• **DIRECTIONS**
Your response should be the complete data, transcribed exactly.

**** INFORMATION GIVEN ****

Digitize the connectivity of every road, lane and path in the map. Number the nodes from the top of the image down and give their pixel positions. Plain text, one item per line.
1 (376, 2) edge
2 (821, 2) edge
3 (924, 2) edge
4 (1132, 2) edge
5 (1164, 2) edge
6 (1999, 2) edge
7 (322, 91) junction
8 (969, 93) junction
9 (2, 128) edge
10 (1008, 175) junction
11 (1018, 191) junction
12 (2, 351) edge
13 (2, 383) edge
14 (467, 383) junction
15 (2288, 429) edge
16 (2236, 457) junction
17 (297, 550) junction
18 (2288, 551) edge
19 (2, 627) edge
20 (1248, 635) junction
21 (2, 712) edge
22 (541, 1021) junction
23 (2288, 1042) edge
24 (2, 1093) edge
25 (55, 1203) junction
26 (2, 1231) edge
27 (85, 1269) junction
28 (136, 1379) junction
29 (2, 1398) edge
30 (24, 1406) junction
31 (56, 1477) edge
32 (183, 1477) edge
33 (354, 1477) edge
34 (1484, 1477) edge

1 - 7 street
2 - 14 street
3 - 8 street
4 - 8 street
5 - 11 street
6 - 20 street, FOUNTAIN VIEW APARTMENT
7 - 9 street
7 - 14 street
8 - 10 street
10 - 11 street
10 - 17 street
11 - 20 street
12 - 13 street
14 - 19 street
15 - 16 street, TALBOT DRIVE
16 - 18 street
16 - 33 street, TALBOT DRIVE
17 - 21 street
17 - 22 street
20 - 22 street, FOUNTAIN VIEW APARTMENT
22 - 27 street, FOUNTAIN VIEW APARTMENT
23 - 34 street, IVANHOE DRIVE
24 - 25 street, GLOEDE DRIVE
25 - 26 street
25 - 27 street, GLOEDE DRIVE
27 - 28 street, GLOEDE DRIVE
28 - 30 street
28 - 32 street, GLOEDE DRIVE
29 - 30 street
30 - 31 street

****

• **RESPONSE**
Digitize the connectivity of every road, lane and path in the map. Number the nodes from the top of the image down and give their pixel positions. Plain text, one item per line.
1 (376, 2) edge
2 (821, 2) edge
3 (924, 2) edge
4 (1132, 2) edge
5 (1164, 2) edge
6 (1999, 2) edge
7 (322, 91) junction
8 (969, 93) junction
9 (2, 128) edge
10 (1008, 175) junction
11 (1018, 191) junction
12 (2, 351) edge
13 (2, 383) edge
14 (467, 383) junction
15 (2288, 429) edge
16 (2236, 457) junction
17 (297, 550) junction
18 (2288, 551) edge
19 (2, 627) edge
20 (1248, 635) junction
21 (2, 712) edge
22 (541, 1021) junction
23 (2288, 1042) edge
24 (2, 1093) edge
25 (55, 1203) junction
26 (2, 1231) edge
27 (85, 1269) junction
28 (136, 1379) junction
29 (2, 1398) edge
30 (24, 1406) junction
31 (56, 1477) edge
32 (183, 1477) edge
33 (354, 1477) edge
34 (1484, 1477) edge

1 - 7 street
2 - 14 street
3 - 8 street
4 - 8 street
5 - 11 street
6 - 20 street, FOUNTAIN VIEW APARTMENT
7 - 9 street
7 - 14 street
8 - 10 street
10 - 11 street
10 - 17 street
11 - 20 street
12 - 13 street
14 - 19 street
15 - 16 street, TALBOT DRIVE
16 - 18 street
16 - 33 street, TALBOT DRIVE
17 - 21 street
17 - 22 street
20 - 22 street, FOUNTAIN VIEW APARTMENT
22 - 27 street, FOUNTAIN VIEW APARTMENT
23 - 34 street, IVANHOE DRIVE
24 - 25 street, GLOEDE DRIVE
25 - 26 street
25 - 27 street, GLOEDE DRIVE
27 - 28 street, GLOEDE DRIVE
28 - 30 street
28 - 32 street, GLOEDE DRIVE
29 - 30 street
30 - 31 street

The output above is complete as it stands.